§ Dataset entries:
------------
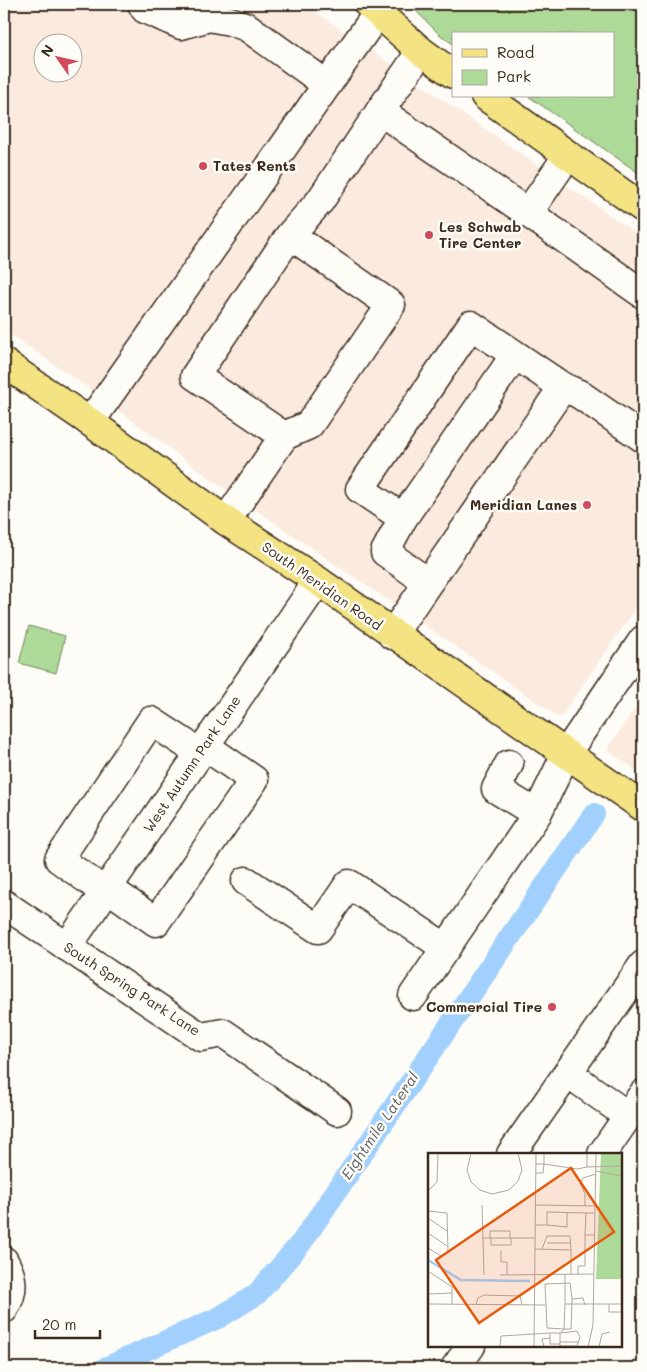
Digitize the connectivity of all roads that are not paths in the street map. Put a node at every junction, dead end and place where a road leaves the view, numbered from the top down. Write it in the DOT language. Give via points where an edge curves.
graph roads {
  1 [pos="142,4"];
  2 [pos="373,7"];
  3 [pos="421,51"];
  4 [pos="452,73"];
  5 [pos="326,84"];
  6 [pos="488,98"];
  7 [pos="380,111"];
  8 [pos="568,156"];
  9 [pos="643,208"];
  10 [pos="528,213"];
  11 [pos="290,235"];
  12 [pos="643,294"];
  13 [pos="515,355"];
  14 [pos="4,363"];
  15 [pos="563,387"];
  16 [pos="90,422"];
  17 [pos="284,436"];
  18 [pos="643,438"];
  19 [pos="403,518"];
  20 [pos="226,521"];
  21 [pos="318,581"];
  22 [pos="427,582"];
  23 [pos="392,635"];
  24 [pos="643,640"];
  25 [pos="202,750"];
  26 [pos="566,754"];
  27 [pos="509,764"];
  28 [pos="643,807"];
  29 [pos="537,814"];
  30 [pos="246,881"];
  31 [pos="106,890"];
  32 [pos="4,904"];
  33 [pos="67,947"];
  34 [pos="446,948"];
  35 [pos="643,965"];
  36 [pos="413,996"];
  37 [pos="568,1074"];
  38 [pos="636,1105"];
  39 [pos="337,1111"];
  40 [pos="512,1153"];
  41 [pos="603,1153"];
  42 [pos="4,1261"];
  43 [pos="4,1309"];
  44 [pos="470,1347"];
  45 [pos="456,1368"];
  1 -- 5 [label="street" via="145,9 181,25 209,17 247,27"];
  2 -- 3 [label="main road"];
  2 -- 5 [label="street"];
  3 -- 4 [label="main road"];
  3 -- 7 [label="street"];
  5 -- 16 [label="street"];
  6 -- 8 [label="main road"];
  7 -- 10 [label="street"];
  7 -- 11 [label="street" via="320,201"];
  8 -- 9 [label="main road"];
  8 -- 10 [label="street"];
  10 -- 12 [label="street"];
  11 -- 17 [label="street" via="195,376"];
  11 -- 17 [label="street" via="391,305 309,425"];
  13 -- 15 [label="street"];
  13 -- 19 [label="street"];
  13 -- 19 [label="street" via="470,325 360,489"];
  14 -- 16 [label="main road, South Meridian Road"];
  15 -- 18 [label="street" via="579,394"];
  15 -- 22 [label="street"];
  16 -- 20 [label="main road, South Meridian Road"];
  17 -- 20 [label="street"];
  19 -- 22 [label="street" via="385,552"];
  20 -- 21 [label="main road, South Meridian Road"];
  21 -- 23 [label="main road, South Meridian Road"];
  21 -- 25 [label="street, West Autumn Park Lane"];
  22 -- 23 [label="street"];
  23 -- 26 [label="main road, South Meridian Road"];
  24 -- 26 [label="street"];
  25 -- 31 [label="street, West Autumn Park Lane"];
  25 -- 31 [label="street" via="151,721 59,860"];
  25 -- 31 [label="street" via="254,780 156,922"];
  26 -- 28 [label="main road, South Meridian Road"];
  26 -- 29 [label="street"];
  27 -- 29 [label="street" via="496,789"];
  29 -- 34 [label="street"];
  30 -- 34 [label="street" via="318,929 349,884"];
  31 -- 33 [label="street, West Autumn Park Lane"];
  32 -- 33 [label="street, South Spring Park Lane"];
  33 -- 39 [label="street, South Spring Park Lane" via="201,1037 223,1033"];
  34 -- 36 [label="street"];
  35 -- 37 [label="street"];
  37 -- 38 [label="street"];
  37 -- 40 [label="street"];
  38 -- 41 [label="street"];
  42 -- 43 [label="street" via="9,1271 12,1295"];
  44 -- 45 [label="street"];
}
------------
Please print each entry exactly as it stands, without the pictures.

§ Response to this task:
Digitize the connectivity of all roads that are not paths in the street map. Put a node at every junction, dead end and place where a road leaves the view, numbered from the top down. Write it in the DOT language. Give via points where an edge curves.
graph roads {
  1 [pos="142,4"];
  2 [pos="373,7"];
  3 [pos="421,51"];
  4 [pos="452,73"];
  5 [pos="326,84"];
  6 [pos="488,98"];
  7 [pos="380,111"];
  8 [pos="568,156"];
  9 [pos="643,208"];
  10 [pos="528,213"];
  11 [pos="290,235"];
  12 [pos="643,294"];
  13 [pos="515,355"];
  14 [pos="4,363"];
  15 [pos="563,387"];
  16 [pos="90,422"];
  17 [pos="284,436"];
  18 [pos="643,438"];
  19 [pos="403,518"];
  20 [pos="226,521"];
  21 [pos="318,581"];
  22 [pos="427,582"];
  23 [pos="392,635"];
  24 [pos="643,640"];
  25 [pos="202,750"];
  26 [pos="566,754"];
  27 [pos="509,764"];
  28 [pos="643,807"];
  29 [pos="537,814"];
  30 [pos="246,881"];
  31 [pos="106,890"];
  32 [pos="4,904"];
  33 [pos="67,947"];
  34 [pos="446,948"];
  35 [pos="643,965"];
  36 [pos="413,996"];
  37 [pos="568,1074"];
  38 [pos="636,1105"];
  39 [pos="337,1111"];
  40 [pos="512,1153"];
  41 [pos="603,1153"];
  42 [pos="4,1261"];
  43 [pos="4,1309"];
  44 [pos="470,1347"];
  45 [pos="456,1368"];
  1 -- 5 [label="street" via="145,9 181,25 209,17 247,27"];
  2 -- 3 [label="main road"];
  2 -- 5 [label="street"];
  3 -- 4 [label="main road"];
  3 -- 7 [label="street"];
  5 -- 16 [label="street"];
  6 -- 8 [label="main road"];
  7 -- 10 [label="street"];
  7 -- 11 [label="street" via="320,201"];
  8 -- 9 [label="main road"];
  8 -- 10 [label="street"];
  10 -- 12 [label="street"];
  11 -- 17 [label="street" via="195,376"];
  11 -- 17 [label="street" via="391,305 309,425"];
  13 -- 15 [label="street"];
  13 -- 19 [label="street"];
  13 -- 19 [label="street" via="470,325 360,489"];
  14 -- 16 [label="main road, South Meridian Road"];
  15 -- 18 [label="street" via="579,394"];
  15 -- 22 [label="street"];
  16 -- 20 [label="main road, South Meridian Road"];
  17 -- 20 [label="street"];
  19 -- 22 [label="street" via="385,552"];
  20 -- 21 [label="main road, South Meridian Road"];
  21 -- 23 [label="main road, South Meridian Road"];
  21 -- 25 [label="street, West Autumn Park Lane"];
  22 -- 23 [label="street"];
  23 -- 26 [label="main road, South Meridian Road"];
  24 -- 26 [label="street"];
  25 -- 31 [label="street, West Autumn Park Lane"];
  25 -- 31 [label="street" via="151,721 59,860"];
  25 -- 31 [label="street" via="254,780 156,922"];
  26 -- 28 [label="main road, South Meridian Road"];
  26 -- 29 [label="street"];
  27 -- 29 [label="street" via="496,789"];
  29 -- 34 [label="street"];
  30 -- 34 [label="street" via="318,929 349,884"];
  31 -- 33 [label="street, West Autumn Park Lane"];
  32 -- 33 [label="street, South Spring Park Lane"];
  33 -- 39 [label="street, South Spring Park Lane" via="201,1037 223,1033"];
  34 -- 36 [label="street"];
  35 -- 37 [label="street"];
  37 -- 38 [label="street"];
  37 -- 40 [label="street"];
  38 -- 41 [label="street"];
  42 -- 43 [label="street" via="9,1271 12,1295"];
  44 -- 45 [label="street"];
}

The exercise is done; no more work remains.